Using the listing below, extract each line that has the word "numbered" in it.

_RECORDED DATA_

***

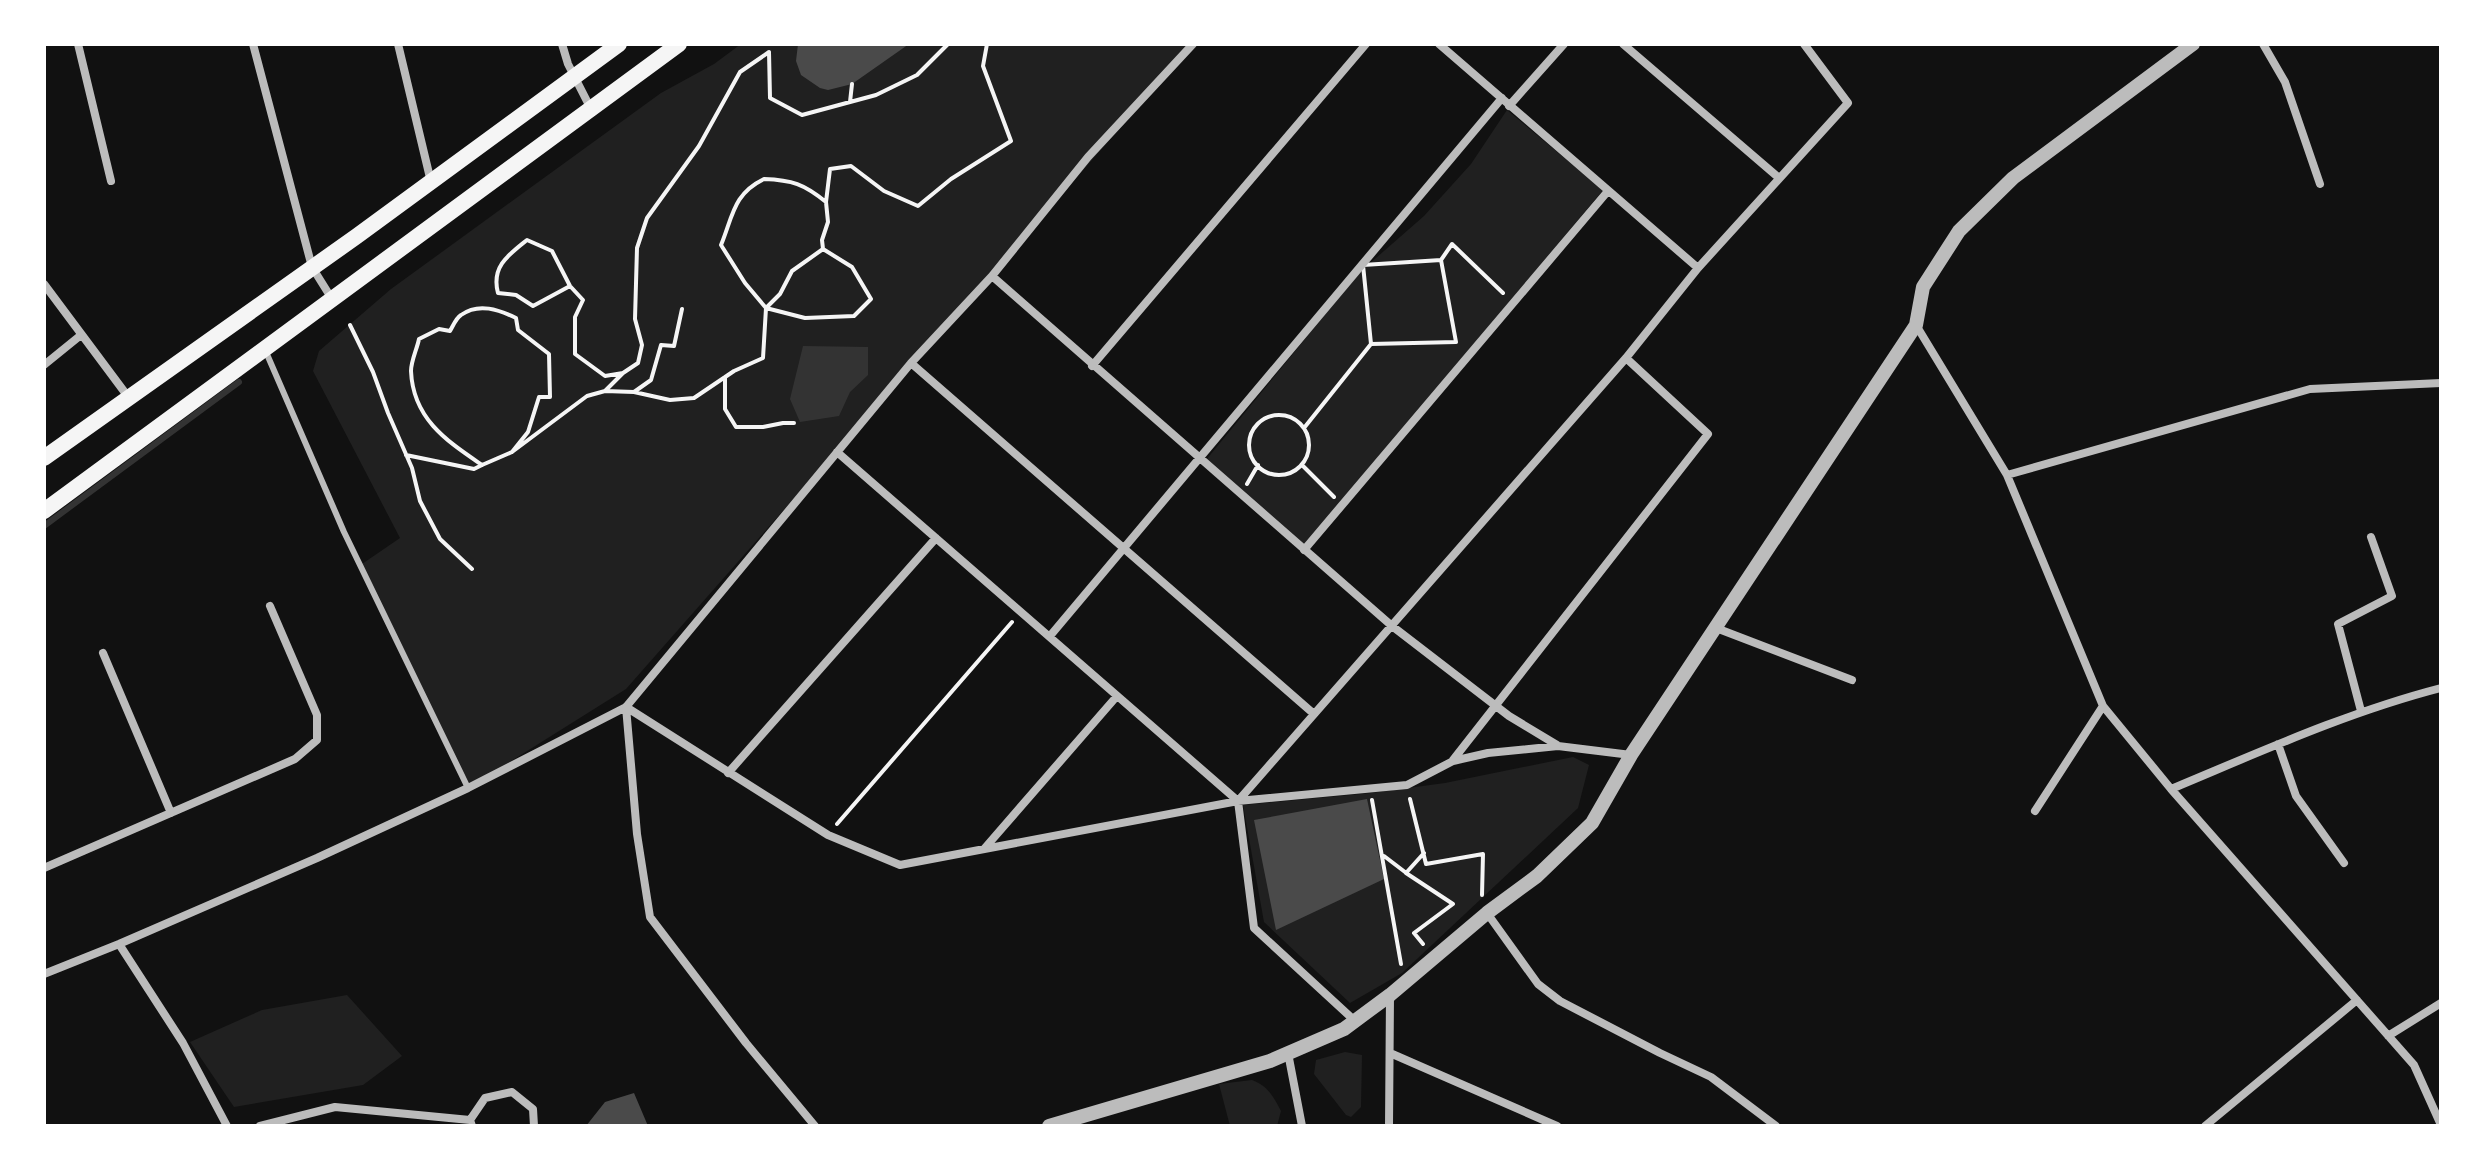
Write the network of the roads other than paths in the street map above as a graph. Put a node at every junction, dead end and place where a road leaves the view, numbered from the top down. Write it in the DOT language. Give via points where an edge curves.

***

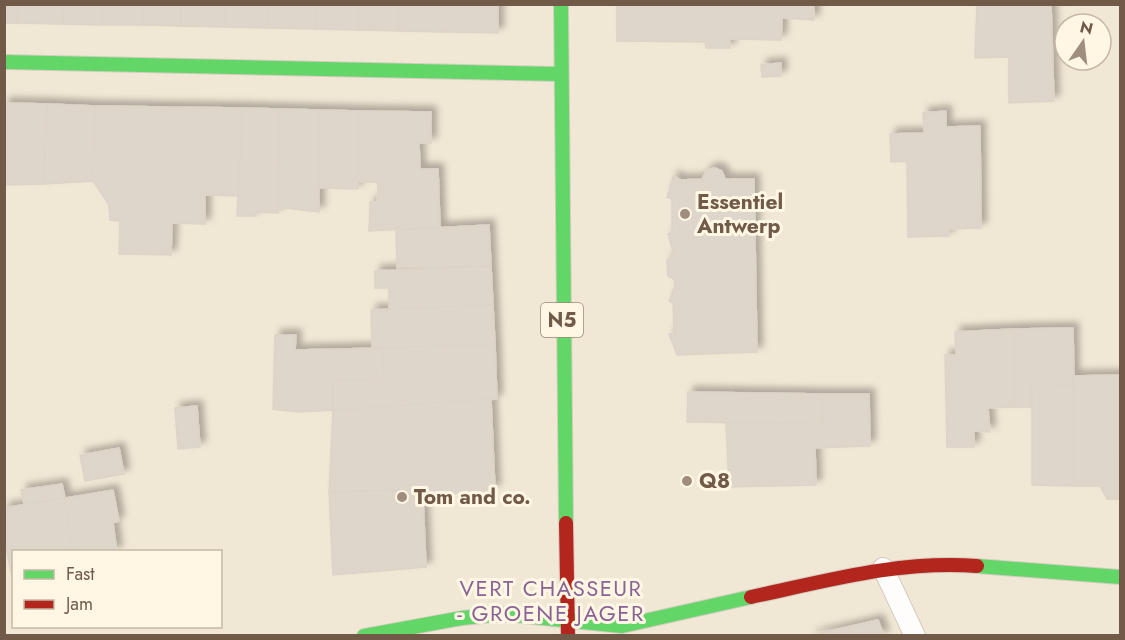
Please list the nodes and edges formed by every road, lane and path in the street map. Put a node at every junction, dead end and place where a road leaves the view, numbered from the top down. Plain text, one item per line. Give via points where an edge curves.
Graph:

***

_RESPONSE_
Write the network of the roads other than paths in the street map above as a graph. Put a node at every junction, dead end and place where a road leaves the view, numbered from the top down. Write it in the DOT language. Give via points where an edge curves.
Please list the nodes and edges formed by every road, lane and path in the street map. Put a node at every junction, dead end and place where a road leaves the view, numbered from the top down. Plain text, one item per line. Give via points where an edge curves.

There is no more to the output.